Start of SOURCE RECORDS

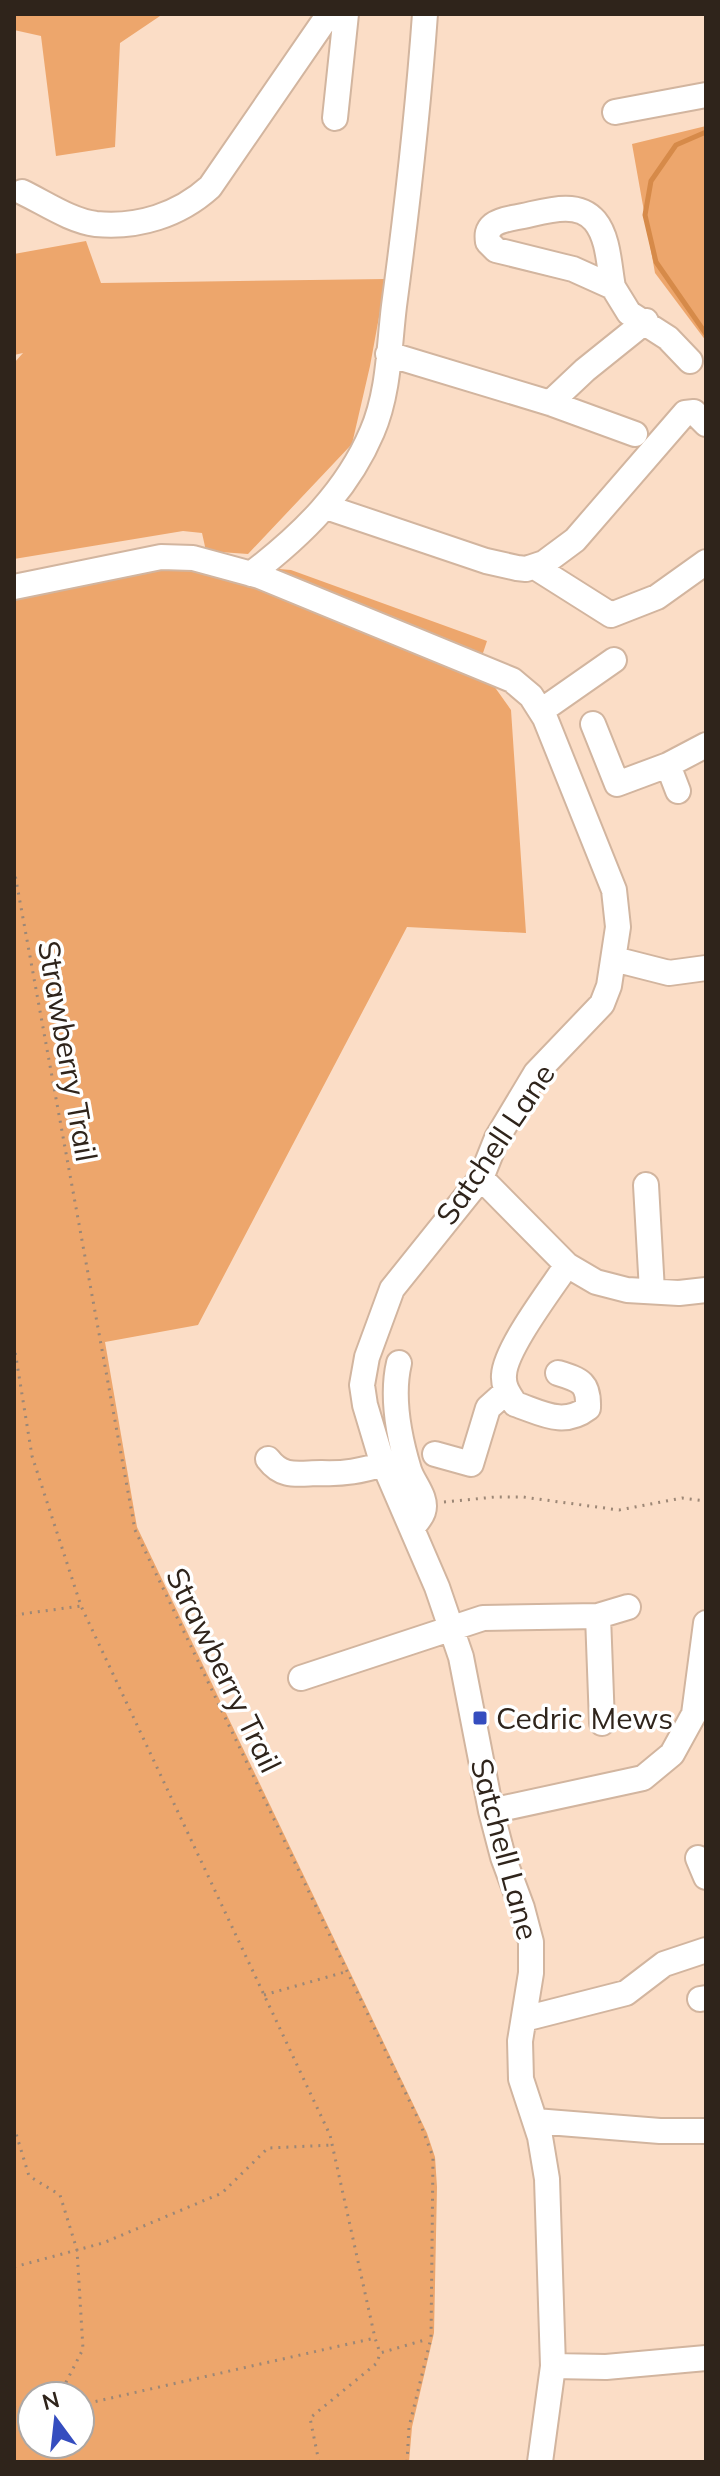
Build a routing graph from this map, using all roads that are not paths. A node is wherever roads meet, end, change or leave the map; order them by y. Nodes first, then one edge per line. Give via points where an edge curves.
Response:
1 (329, 14) edge
2 (346, 14) edge
3 (425, 14) edge
4 (706, 95) edge
5 (615, 112) dead end
6 (335, 118) dead end
7 (22, 192) dead end
8 (613, 287) junction
9 (646, 321) junction
10 (388, 354) junction
11 (690, 361) dead end
12 (550, 403) junction
13 (706, 424) edge
14 (635, 434) dead end
15 (326, 507) junction
16 (706, 562) edge
17 (535, 567) junction
18 (251, 574) junction
19 (14, 587) edge
20 (614, 660) dead end
21 (541, 711) junction
22 (593, 724) dead end
23 (706, 745) edge
24 (668, 765) junction
25 (678, 791) dead end
26 (614, 959) junction
27 (706, 968) edge
28 (481, 1178) junction
29 (646, 1185) dead end
30 (567, 1265) junction
31 (706, 1290) edge
32 (652, 1291) junction
33 (399, 1363) dead end
34 (558, 1373) dead end
35 (507, 1391) junction
36 (435, 1454) dead end
37 (268, 1459) dead end
38 (384, 1464) junction
39 (412, 1528) junction
40 (628, 1607) dead end
41 (598, 1616) junction
42 (706, 1623) edge
43 (450, 1627) junction
44 (301, 1678) dead end
45 (602, 1723) dead end
46 (491, 1811) junction
47 (706, 1950) edge
48 (524, 2019) junction
49 (535, 2121) junction
50 (706, 2131) edge
51 (706, 2358) edge
52 (553, 2366) junction
53 (540, 2462) edge

1 - 7 street via 197,199 138,223 95,224
2 - 6 street
3 - 10 street
4 - 5 street
8 - 8 street via 573,269 496,250 488,242 489,230 497,223 554,209 586,213 602,233
8 - 9 street via 629,313
9 - 11 street
9 - 12 street
10 - 12 street
10 - 15 street via 373,430
12 - 14 street
13 - 17 street via 694,412 685,413 575,540
15 - 17 street via 486,561
15 - 18 street
16 - 17 street via 657,597 611,615
18 - 19 street, Satchell Lane via 193,558 161,557
18 - 21 street, Satchell Lane via 499,673 526,691
20 - 21 street
21 - 26 street, Satchell Lane via 612,881 618,927
22 - 24 street via 617,784
23 - 24 street
24 - 25 street
26 - 27 street via 669,973
26 - 28 street, Satchell Lane via 602,1004 536,1073 497,1138
28 - 30 street
28 - 38 street, Satchell Lane via 392,1289 367,1357 363,1394
29 - 32 street
30 - 32 street via 596,1282
30 - 35 street via 514,1348 504,1371
31 - 32 street
33 - 39 street via 397,1414 409,1472 423,1503 423,1513
34 - 35 street via 579,1379 588,1392 588,1408 575,1418 515,1404
35 - 36 street via 488,1408 471,1464
37 - 38 street via 294,1475 337,1475
38 - 39 street, Satchell Lane
39 - 43 street, Satchell Lane
40 - 41 street
41 - 43 street via 483,1618
41 - 45 street
42 - 46 street via 694,1714 672,1754 643,1778
43 - 44 street
43 - 46 street, Satchell Lane via 461,1657
46 - 48 street, Satchell Lane via 531,1942
47 - 48 street via 664,1964 626,1993
48 - 49 street, Satchell Lane via 521,2079
49 - 50 street
49 - 52 street, Satchell Lane via 547,2179
51 - 52 street
52 - 53 street, Satchell Lane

End of SOURCE RECORDS

» **WHAT YOU NEED TO DO**:
When copying the data above, repeat every word exactly and drop the pictures.

» **SOLUTION**:
Build a routing graph from this map, using all roads that are not paths. A node is wherever roads meet, end, change or leave the map; order them by y. Nodes first, then one edge per line. Give via points where an edge curves.
Response:
1 (329, 14) edge
2 (346, 14) edge
3 (425, 14) edge
4 (706, 95) edge
5 (615, 112) dead end
6 (335, 118) dead end
7 (22, 192) dead end
8 (613, 287) junction
9 (646, 321) junction
10 (388, 354) junction
11 (690, 361) dead end
12 (550, 403) junction
13 (706, 424) edge
14 (635, 434) dead end
15 (326, 507) junction
16 (706, 562) edge
17 (535, 567) junction
18 (251, 574) junction
19 (14, 587) edge
20 (614, 660) dead end
21 (541, 711) junction
22 (593, 724) dead end
23 (706, 745) edge
24 (668, 765) junction
25 (678, 791) dead end
26 (614, 959) junction
27 (706, 968) edge
28 (481, 1178) junction
29 (646, 1185) dead end
30 (567, 1265) junction
31 (706, 1290) edge
32 (652, 1291) junction
33 (399, 1363) dead end
34 (558, 1373) dead end
35 (507, 1391) junction
36 (435, 1454) dead end
37 (268, 1459) dead end
38 (384, 1464) junction
39 (412, 1528) junction
40 (628, 1607) dead end
41 (598, 1616) junction
42 (706, 1623) edge
43 (450, 1627) junction
44 (301, 1678) dead end
45 (602, 1723) dead end
46 (491, 1811) junction
47 (706, 1950) edge
48 (524, 2019) junction
49 (535, 2121) junction
50 (706, 2131) edge
51 (706, 2358) edge
52 (553, 2366) junction
53 (540, 2462) edge

1 - 7 street via 197,199 138,223 95,224
2 - 6 street
3 - 10 street
4 - 5 street
8 - 8 street via 573,269 496,250 488,242 489,230 497,223 554,209 586,213 602,233
8 - 9 street via 629,313
9 - 11 street
9 - 12 street
10 - 12 street
10 - 15 street via 373,430
12 - 14 street
13 - 17 street via 694,412 685,413 575,540
15 - 17 street via 486,561
15 - 18 street
16 - 17 street via 657,597 611,615
18 - 19 street, Satchell Lane via 193,558 161,557
18 - 21 street, Satchell Lane via 499,673 526,691
20 - 21 street
21 - 26 street, Satchell Lane via 612,881 618,927
22 - 24 street via 617,784
23 - 24 street
24 - 25 street
26 - 27 street via 669,973
26 - 28 street, Satchell Lane via 602,1004 536,1073 497,1138
28 - 30 street
28 - 38 street, Satchell Lane via 392,1289 367,1357 363,1394
29 - 32 street
30 - 32 street via 596,1282
30 - 35 street via 514,1348 504,1371
31 - 32 street
33 - 39 street via 397,1414 409,1472 423,1503 423,1513
34 - 35 street via 579,1379 588,1392 588,1408 575,1418 515,1404
35 - 36 street via 488,1408 471,1464
37 - 38 street via 294,1475 337,1475
38 - 39 street, Satchell Lane
39 - 43 street, Satchell Lane
40 - 41 street
41 - 43 street via 483,1618
41 - 45 street
42 - 46 street via 694,1714 672,1754 643,1778
43 - 44 street
43 - 46 street, Satchell Lane via 461,1657
46 - 48 street, Satchell Lane via 531,1942
47 - 48 street via 664,1964 626,1993
48 - 49 street, Satchell Lane via 521,2079
49 - 50 street
49 - 52 street, Satchell Lane via 547,2179
51 - 52 street
52 - 53 street, Satchell Lane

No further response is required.